| Group wants coal-waste site closed: Activists 
    say they found toxic ash on homes, playgrounds by dump   Jan 4 - McClatchy-Tribune Regional News - Tom Pelton The Baltimore Sun
 An environmental group said yesterday that it had found fly ash on houses 
    and a playground near a coal-waste dump in Anne Arundel County, and it 
    suggested that this poses a threat to public health.
 
 "The state should close this facility permanently, require more air 
    monitoring and put more requirements into state regulations to limit air 
    pollution from future dumps," said Brad Heavner, executive director of 
    Environment Maryland, a nonprofit group.
 
 Officials with the Maryland Department of the Environment said their air 
    testing around the Gambrills dump had found trace levels that don't pose a 
    threat.
 
 Dr.
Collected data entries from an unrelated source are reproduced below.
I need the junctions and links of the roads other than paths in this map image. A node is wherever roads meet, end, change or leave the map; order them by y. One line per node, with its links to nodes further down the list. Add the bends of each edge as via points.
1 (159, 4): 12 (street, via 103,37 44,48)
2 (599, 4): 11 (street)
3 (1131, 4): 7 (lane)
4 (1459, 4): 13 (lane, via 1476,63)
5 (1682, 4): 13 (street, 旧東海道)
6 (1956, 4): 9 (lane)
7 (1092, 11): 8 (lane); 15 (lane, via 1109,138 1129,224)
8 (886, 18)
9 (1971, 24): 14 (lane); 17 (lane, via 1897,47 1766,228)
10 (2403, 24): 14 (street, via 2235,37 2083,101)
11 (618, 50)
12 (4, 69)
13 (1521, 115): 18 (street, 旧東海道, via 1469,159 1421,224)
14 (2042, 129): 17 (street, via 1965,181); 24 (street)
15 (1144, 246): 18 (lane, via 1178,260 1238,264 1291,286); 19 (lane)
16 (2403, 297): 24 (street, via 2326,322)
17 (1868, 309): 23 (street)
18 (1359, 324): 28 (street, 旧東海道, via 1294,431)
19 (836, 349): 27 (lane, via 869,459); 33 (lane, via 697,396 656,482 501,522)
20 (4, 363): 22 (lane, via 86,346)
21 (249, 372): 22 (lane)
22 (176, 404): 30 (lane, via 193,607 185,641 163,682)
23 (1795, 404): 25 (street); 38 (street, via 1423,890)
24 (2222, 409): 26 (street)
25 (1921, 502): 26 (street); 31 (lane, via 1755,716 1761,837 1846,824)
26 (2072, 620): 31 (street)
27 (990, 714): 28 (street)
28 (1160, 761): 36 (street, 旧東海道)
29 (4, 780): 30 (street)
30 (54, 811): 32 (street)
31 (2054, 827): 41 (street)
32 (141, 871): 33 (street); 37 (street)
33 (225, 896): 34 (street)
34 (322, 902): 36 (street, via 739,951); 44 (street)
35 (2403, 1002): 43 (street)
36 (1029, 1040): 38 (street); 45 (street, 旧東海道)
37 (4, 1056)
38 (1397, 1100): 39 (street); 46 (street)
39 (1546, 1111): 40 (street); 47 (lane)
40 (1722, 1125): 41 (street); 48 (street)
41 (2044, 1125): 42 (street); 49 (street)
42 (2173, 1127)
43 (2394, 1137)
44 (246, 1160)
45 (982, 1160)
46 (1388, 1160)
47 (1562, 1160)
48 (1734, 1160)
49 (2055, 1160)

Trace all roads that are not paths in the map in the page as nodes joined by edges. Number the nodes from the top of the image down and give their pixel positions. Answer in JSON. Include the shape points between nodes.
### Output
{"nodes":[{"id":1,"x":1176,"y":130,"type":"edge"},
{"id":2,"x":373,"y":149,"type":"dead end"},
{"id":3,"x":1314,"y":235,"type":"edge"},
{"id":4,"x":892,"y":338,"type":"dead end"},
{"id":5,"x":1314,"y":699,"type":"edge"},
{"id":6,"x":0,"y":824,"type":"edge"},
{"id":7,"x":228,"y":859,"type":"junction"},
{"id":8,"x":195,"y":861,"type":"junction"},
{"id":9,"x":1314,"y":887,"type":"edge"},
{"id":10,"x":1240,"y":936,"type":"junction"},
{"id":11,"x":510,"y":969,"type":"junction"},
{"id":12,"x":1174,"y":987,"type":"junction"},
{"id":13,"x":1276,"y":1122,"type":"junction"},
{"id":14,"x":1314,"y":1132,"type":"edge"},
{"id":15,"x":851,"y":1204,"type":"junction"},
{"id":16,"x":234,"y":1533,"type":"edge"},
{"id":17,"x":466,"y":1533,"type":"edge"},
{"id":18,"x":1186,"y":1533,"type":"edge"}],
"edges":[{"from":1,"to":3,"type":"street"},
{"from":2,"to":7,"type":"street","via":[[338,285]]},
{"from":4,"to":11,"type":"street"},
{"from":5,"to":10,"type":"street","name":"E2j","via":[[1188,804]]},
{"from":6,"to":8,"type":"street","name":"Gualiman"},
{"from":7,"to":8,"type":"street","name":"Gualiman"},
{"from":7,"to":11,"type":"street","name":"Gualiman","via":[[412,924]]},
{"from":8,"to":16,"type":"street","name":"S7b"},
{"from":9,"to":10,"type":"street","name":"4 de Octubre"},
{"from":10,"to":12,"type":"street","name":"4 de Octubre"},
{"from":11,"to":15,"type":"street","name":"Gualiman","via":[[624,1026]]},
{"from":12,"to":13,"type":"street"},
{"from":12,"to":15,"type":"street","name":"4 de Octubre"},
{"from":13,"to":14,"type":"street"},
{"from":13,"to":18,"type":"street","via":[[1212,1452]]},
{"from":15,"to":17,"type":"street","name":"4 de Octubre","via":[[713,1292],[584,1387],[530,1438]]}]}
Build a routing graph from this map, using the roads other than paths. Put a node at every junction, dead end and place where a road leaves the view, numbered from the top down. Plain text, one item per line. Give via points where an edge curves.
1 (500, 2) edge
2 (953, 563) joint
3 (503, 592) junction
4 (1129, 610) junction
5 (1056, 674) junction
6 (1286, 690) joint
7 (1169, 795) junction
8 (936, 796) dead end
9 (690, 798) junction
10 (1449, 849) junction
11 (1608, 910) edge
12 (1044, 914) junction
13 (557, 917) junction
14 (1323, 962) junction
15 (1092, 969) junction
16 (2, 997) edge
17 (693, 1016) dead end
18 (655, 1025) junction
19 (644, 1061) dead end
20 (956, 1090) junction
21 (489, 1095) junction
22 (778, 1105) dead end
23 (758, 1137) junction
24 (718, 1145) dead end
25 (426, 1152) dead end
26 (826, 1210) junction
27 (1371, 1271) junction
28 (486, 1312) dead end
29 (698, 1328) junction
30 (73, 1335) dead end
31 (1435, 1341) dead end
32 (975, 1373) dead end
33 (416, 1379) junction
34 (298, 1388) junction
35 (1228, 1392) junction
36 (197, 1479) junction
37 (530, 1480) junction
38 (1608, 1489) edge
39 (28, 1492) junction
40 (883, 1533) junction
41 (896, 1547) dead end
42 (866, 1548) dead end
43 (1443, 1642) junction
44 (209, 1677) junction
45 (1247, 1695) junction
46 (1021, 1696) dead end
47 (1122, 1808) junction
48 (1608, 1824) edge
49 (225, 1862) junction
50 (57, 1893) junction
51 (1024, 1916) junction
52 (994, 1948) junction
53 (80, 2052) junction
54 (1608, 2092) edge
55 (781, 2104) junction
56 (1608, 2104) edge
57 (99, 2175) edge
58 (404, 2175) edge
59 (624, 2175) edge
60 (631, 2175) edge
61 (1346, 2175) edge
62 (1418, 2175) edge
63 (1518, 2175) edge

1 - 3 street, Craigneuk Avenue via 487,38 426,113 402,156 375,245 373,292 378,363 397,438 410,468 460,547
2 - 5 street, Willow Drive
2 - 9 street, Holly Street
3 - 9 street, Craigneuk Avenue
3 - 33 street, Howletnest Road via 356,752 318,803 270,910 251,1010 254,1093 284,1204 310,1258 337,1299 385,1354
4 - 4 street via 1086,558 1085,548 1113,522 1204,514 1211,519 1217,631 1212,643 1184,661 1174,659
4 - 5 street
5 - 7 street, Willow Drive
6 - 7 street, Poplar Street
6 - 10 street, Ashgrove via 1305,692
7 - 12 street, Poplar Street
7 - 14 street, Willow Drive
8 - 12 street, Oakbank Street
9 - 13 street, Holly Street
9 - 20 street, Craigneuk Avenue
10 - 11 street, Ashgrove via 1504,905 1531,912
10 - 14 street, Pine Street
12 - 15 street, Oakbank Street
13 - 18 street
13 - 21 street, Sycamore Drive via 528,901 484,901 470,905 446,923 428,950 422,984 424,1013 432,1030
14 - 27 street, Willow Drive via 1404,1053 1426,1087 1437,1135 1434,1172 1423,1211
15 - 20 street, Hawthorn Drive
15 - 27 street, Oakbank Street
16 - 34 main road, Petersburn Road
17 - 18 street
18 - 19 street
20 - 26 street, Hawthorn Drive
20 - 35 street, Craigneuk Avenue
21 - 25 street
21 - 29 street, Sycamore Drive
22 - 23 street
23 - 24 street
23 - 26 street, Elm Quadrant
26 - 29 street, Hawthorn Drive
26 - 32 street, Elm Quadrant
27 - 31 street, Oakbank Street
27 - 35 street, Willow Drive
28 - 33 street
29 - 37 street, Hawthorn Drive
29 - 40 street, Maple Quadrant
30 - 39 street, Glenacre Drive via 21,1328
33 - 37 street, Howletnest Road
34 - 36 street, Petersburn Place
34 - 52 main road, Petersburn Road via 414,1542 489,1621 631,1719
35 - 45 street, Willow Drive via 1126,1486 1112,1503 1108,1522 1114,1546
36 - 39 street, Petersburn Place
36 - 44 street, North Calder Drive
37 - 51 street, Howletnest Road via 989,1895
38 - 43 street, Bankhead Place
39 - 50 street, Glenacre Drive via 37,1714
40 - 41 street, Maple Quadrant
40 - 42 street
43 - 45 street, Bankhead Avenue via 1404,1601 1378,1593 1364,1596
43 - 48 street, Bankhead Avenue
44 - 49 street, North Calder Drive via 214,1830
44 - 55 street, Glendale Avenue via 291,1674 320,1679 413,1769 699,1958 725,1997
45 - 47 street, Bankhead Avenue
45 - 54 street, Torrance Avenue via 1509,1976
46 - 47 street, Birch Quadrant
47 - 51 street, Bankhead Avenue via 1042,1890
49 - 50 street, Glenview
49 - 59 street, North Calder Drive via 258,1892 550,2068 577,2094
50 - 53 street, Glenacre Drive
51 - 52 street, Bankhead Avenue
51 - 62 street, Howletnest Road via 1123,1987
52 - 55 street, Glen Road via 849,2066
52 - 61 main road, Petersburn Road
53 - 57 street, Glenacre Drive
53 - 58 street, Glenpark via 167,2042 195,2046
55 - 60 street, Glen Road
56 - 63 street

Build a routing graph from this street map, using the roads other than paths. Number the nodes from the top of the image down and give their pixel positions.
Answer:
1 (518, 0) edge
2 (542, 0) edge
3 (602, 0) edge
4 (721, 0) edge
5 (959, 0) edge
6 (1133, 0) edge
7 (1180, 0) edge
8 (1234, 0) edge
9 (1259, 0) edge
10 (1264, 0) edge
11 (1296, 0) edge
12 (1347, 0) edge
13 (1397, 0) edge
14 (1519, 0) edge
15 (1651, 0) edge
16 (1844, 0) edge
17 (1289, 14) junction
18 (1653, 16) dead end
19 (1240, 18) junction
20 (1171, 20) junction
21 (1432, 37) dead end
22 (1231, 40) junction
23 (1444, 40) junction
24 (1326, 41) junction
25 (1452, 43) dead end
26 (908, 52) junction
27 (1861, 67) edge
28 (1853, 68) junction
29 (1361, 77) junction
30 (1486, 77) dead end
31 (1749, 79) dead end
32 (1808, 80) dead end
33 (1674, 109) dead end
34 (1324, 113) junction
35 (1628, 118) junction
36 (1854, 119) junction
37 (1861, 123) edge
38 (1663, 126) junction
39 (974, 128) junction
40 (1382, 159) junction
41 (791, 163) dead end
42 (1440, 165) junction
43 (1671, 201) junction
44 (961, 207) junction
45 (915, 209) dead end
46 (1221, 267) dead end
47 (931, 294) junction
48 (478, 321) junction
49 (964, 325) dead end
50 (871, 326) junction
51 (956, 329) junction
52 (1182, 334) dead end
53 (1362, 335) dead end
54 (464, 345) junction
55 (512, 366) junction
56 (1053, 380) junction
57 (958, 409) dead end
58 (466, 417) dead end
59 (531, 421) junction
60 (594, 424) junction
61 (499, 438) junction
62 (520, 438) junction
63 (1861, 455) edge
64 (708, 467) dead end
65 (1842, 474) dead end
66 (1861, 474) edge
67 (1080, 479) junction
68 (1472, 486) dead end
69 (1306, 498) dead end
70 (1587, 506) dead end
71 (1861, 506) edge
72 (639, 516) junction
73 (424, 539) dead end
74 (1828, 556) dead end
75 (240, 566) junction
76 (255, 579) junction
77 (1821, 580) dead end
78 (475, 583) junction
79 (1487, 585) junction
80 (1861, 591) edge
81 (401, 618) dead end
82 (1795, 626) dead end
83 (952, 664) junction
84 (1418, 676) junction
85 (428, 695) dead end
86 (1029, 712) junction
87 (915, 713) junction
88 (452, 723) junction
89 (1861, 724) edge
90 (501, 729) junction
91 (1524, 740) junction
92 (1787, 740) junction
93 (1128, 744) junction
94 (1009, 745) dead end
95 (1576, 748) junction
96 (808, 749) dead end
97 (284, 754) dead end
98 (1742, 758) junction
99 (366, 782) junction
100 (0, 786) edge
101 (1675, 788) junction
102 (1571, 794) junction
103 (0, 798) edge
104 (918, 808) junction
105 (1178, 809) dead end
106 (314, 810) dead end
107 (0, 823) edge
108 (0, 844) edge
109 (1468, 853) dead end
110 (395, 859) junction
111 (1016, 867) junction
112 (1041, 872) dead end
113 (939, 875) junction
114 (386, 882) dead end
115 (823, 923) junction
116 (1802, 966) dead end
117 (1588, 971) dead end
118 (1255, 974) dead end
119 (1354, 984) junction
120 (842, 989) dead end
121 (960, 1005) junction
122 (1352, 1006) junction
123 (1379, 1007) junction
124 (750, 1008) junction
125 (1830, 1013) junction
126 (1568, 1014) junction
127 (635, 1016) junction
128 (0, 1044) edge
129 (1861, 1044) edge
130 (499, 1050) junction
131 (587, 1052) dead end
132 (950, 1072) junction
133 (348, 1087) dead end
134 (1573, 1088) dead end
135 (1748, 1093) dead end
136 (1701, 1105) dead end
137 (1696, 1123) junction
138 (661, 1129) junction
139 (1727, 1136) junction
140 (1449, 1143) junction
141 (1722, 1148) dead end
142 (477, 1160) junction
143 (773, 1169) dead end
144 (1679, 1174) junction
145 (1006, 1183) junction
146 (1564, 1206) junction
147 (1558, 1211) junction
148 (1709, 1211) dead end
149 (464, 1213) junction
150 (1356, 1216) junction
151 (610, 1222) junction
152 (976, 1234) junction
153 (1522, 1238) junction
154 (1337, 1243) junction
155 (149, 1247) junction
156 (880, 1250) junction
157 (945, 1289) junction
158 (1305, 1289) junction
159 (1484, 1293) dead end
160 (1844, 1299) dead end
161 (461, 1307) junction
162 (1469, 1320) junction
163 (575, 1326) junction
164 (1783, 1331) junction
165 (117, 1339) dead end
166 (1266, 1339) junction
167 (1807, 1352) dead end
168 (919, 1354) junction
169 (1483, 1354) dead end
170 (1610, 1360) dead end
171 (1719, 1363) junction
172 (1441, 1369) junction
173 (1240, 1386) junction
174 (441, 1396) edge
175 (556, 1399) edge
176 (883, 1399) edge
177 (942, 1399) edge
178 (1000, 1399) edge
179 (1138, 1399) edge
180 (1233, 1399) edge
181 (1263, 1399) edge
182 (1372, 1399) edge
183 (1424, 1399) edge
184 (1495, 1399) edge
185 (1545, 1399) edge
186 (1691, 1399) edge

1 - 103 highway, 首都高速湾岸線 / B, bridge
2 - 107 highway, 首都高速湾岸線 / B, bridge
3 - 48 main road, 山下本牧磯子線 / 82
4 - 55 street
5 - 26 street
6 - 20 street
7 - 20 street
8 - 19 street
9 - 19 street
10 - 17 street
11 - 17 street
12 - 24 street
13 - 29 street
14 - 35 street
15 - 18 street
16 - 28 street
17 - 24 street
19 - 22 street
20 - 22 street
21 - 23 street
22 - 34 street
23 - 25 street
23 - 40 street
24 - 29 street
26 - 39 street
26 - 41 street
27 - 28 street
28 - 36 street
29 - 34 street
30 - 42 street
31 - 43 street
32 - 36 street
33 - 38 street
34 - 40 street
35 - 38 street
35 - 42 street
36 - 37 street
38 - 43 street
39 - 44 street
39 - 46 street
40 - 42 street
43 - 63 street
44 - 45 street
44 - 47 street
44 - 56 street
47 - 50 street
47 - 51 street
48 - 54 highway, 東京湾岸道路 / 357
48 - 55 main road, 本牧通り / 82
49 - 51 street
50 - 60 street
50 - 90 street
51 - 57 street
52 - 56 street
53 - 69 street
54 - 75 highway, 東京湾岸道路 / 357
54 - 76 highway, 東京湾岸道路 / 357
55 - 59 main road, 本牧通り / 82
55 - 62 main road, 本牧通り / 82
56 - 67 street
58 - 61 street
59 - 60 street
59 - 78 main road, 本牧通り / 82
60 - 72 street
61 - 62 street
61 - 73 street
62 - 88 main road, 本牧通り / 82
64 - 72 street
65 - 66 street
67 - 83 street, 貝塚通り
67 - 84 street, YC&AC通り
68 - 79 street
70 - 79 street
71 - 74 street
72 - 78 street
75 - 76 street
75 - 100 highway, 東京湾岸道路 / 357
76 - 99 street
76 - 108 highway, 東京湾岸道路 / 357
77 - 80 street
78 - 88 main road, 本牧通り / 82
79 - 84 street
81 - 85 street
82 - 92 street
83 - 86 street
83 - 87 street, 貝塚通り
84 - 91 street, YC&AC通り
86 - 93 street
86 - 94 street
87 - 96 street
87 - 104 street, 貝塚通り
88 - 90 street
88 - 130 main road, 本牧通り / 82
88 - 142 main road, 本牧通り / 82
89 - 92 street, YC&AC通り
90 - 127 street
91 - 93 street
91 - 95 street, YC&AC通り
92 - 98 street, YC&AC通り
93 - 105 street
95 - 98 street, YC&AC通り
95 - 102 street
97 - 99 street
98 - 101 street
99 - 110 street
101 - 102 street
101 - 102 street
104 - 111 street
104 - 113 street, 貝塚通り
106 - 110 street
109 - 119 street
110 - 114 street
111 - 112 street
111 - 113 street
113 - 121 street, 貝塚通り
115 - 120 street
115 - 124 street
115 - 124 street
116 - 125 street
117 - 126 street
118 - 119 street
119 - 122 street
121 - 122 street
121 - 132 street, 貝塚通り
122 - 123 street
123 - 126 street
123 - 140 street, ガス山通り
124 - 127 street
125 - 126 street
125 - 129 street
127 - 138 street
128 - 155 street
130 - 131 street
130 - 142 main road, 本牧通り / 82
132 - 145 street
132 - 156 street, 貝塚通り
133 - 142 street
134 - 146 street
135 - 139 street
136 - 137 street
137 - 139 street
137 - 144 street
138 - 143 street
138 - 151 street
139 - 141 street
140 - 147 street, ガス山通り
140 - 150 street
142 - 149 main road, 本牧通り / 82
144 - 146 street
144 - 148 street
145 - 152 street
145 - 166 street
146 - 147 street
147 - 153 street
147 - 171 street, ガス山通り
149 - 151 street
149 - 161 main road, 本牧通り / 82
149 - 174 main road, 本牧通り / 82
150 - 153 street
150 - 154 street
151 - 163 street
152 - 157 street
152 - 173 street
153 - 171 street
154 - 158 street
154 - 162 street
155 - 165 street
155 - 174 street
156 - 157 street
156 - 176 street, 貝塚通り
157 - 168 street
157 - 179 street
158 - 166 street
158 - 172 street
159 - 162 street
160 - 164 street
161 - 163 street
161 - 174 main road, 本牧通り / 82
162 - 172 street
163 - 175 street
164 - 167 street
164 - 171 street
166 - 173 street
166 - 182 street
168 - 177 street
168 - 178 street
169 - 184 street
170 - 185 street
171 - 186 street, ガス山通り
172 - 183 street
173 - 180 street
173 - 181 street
Phil Heard, health adviser to the state agency, said similar levels of 
    ash are common across the state from decades of burning coal in power plants 
    and other industries.
 
 "Some ash might have come from that ash pit, but it's the amount that's the 
    issue ... and it doesn't look like a lot," Heard said. "It doesn't look 
    dangerous."
 
 Fly ash is soot, often containing toxic heavy metals, that is captured in 
    filters inside the smokestacks of power plants that burn coal.
 
 A sand and gravel mine west of Route 3 in Gambrills was used for 12 years -- 
    until September -- as a dump for millions of tons of the waste from two 
    Baltimore-area power plants.
 
 After activists at Environment Maryland complained about toxic metals from 
    the dump seeping into the drinking water of several of local homes, the 
    state imposed a $1 million fine Oct. 1 on the owner of those power plants, 
    Constellation Energy, and the contractor that ran the dump, BBSS Inc.
 
 Constellation said this fall that it had stopped dumping at the site. And in 
    a consent order, the company agreed to submit a plan to the state to clean 
    up the pollution and connect local homes to the county's public drinking 
    water system.
 
 The agreement does not prohibit future disposal of waste at the landfill.
 
 Maureen Brown, a spokeswoman for Constellation, said, "We have no plans at 
    this time" to put more ash in the Gambrills dump, but she didn't rule it out 
    in the future. "If we did, however, it would be not until after engineering 
    controls are in place to meet the conditions of the consent decree," she 
    said.
 
 Robert Ballinger, a spokesman for the state environmental agency, said that 
    instead of closing the dump, the state has proposed tight regulations. Those 
    rules would require ash landfills statewide to have liners and runoff 
    collection systems to prevent leaking.
 
 "We are hoping that the new regulatory program will help alleviate some of 
    the concerns that people have about this issue," Ballinger said.
 
 Heavner said the proposed regulations don't do enough to prevent ash from 
    blowing off dumps and trucks.
 
 Environment Maryland hired a Massachusetts-based consulting company, 
    Eastmount Environmental Services, which found fly ash Nov. 2 at all 12 
    locations it checked around the dump, including homes, a playground and a 
    senior citizens development.
 
 The state's environmental agency collected seven dust samples Oct. 2 and 
    Nov. 15 from sites ranging from 300 yards to 8 miles from the dump and found 
    fly ash at levels similar to those found statewide.